> **What is being asked**
Repeat each record below exactly, dropping the pictures.

-=-=-

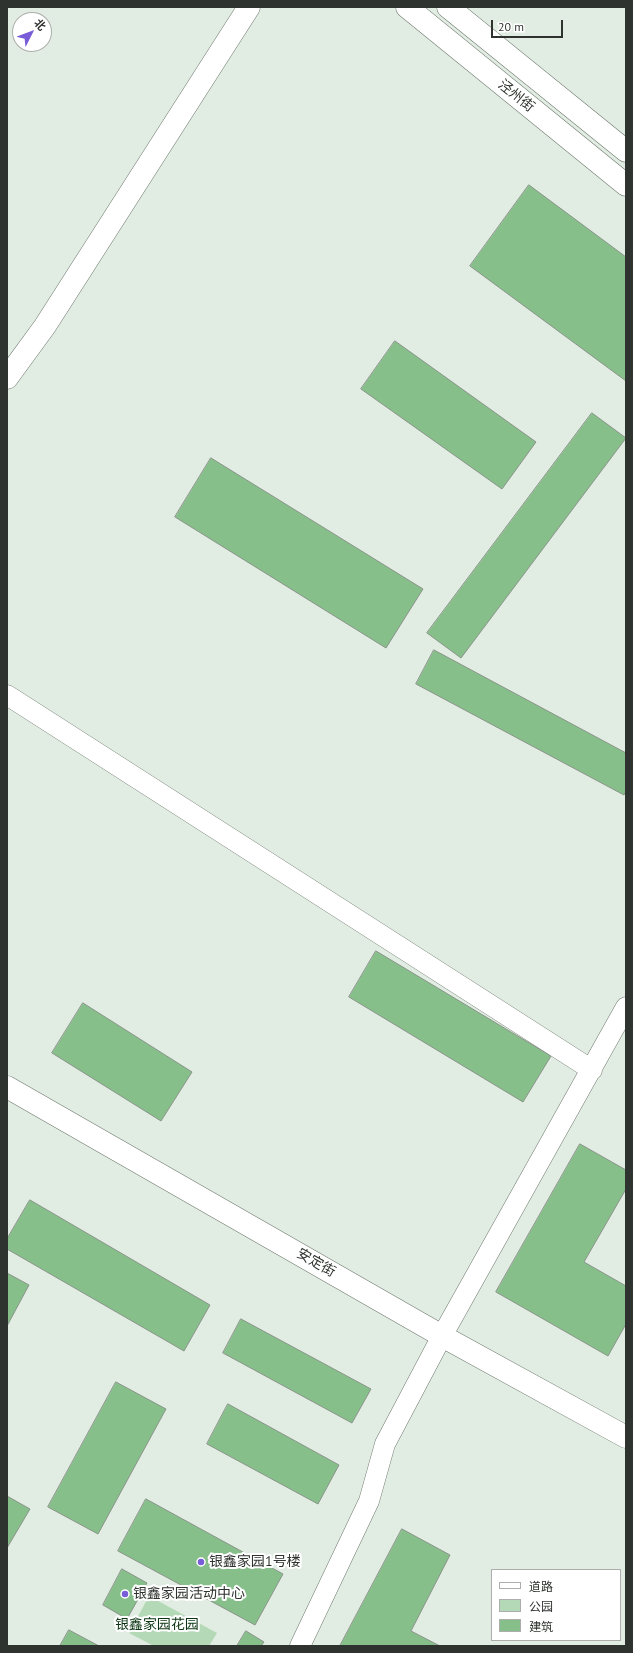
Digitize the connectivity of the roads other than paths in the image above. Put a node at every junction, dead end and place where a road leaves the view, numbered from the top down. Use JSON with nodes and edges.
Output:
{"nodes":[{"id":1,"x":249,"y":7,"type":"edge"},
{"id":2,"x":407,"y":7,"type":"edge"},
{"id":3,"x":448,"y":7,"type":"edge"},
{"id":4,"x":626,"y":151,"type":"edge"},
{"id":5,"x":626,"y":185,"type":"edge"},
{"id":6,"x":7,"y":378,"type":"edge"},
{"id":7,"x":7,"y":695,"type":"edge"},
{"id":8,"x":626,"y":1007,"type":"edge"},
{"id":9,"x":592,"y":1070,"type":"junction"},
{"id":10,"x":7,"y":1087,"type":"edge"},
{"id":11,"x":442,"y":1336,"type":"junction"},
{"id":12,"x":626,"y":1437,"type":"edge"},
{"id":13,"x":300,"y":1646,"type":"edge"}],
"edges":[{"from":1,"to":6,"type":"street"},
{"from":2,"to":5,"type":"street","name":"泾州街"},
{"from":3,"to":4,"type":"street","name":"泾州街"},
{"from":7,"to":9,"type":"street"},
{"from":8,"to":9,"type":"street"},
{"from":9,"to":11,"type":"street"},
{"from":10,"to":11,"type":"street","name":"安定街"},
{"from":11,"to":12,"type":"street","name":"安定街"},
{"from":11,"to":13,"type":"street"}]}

-=-=-

> **Solution to the problem**
Digitize the connectivity of the roads other than paths in the image above. Put a node at every junction, dead end and place where a road leaves the view, numbered from the top down. Use JSON with nodes and edges.
Output:
{"nodes":[{"id":1,"x":249,"y":7,"type":"edge"},
{"id":2,"x":407,"y":7,"type":"edge"},
{"id":3,"x":448,"y":7,"type":"edge"},
{"id":4,"x":626,"y":151,"type":"edge"},
{"id":5,"x":626,"y":185,"type":"edge"},
{"id":6,"x":7,"y":378,"type":"edge"},
{"id":7,"x":7,"y":695,"type":"edge"},
{"id":8,"x":626,"y":1007,"type":"edge"},
{"id":9,"x":592,"y":1070,"type":"junction"},
{"id":10,"x":7,"y":1087,"type":"edge"},
{"id":11,"x":442,"y":1336,"type":"junction"},
{"id":12,"x":626,"y":1437,"type":"edge"},
{"id":13,"x":300,"y":1646,"type":"edge"}],
"edges":[{"from":1,"to":6,"type":"street"},
{"from":2,"to":5,"type":"street","name":"泾州街"},
{"from":3,"to":4,"type":"street","name":"泾州街"},
{"from":7,"to":9,"type":"street"},
{"from":8,"to":9,"type":"street"},
{"from":9,"to":11,"type":"street"},
{"from":10,"to":11,"type":"street","name":"安定街"},
{"from":11,"to":12,"type":"street","name":"安定街"},
{"from":11,"to":13,"type":"street"}]}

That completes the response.